» YOUR OBJECTIVE:
In the data that follows, find each line containing "Right" and copy it.

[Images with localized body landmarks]
%%

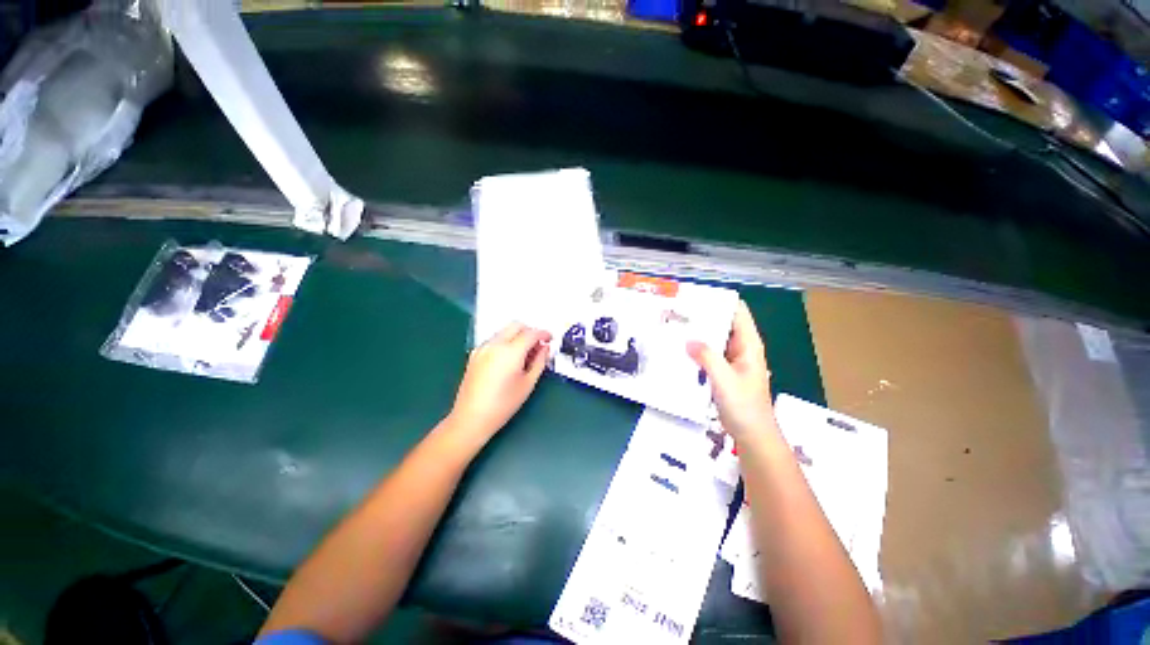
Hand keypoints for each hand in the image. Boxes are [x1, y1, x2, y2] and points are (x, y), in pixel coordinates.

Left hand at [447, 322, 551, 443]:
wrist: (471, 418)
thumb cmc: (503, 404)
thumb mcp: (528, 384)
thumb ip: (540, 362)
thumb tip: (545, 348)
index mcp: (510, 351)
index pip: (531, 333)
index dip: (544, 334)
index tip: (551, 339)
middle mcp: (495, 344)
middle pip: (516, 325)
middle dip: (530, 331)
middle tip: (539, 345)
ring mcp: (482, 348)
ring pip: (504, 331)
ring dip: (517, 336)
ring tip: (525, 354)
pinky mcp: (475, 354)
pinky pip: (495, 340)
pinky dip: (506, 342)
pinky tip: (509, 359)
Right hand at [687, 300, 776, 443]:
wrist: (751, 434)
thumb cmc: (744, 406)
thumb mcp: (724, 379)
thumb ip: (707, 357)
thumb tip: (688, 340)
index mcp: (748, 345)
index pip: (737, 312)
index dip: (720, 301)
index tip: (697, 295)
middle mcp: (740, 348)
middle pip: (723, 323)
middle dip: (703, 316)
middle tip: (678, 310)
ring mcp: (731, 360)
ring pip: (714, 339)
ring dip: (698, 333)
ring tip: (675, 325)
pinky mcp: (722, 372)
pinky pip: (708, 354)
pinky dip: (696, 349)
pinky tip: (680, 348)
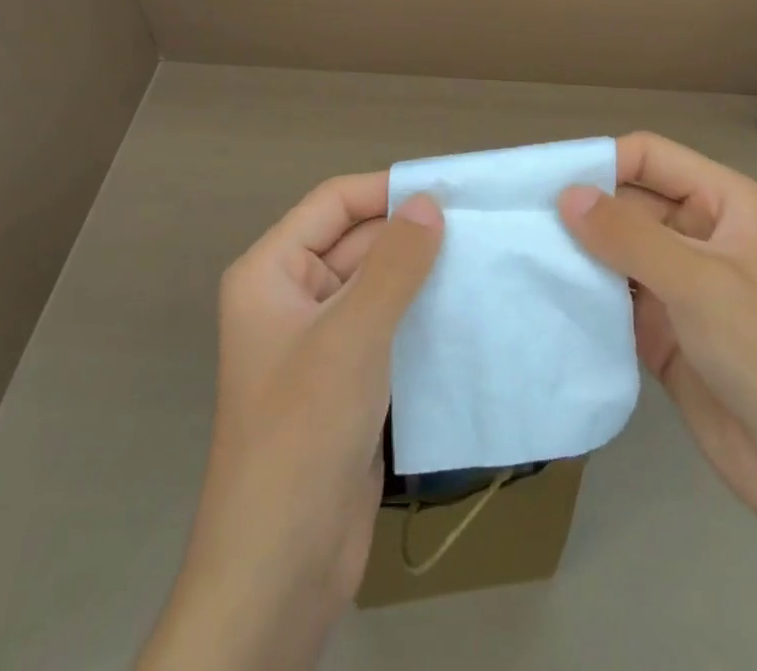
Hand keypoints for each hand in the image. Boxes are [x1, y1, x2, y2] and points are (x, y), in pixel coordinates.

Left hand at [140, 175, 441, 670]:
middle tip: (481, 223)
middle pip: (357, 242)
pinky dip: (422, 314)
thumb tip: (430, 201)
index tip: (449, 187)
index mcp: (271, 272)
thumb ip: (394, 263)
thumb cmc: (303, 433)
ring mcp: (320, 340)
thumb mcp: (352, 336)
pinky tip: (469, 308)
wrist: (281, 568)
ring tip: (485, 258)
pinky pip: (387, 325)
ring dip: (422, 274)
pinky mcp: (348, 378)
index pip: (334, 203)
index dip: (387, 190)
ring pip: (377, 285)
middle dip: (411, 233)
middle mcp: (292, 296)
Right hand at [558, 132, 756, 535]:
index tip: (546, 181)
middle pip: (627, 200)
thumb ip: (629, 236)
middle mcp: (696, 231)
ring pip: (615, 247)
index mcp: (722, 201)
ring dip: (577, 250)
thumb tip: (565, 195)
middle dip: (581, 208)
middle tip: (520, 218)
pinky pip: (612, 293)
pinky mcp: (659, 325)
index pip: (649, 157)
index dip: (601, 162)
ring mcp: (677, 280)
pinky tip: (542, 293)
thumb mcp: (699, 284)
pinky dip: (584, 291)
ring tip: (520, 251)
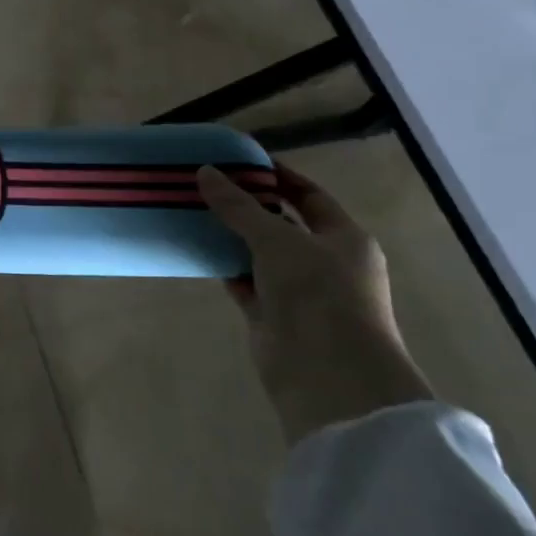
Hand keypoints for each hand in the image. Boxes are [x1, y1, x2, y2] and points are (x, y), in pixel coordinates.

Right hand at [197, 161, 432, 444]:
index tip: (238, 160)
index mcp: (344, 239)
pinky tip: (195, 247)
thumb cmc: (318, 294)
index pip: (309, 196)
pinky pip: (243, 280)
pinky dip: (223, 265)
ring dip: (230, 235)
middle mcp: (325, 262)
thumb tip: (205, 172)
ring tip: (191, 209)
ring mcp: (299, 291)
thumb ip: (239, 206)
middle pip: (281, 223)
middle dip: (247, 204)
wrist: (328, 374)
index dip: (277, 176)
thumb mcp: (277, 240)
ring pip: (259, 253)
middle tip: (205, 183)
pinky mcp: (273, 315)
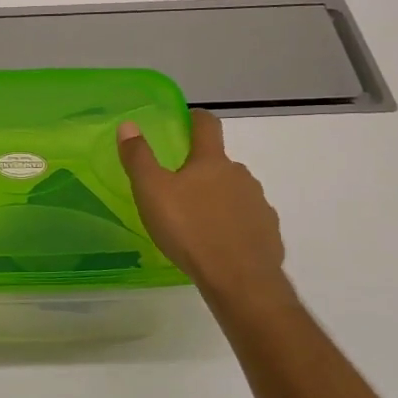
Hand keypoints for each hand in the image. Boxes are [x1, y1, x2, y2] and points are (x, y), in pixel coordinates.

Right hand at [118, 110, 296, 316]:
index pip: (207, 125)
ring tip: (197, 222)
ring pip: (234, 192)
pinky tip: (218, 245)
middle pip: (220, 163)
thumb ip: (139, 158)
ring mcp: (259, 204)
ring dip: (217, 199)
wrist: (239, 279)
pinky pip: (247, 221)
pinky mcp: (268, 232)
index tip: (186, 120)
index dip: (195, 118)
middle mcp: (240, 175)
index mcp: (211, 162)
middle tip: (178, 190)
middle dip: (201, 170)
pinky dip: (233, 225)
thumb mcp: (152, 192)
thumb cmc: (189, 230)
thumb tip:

%%

» SOLUTION FOR THIS EXERCISE:
Right hand at [687, 300, 776, 443]:
Right hand at [558, 132, 756, 535]:
Right hand at [197, 161, 432, 444]:
Right hand at [118, 110, 296, 316]:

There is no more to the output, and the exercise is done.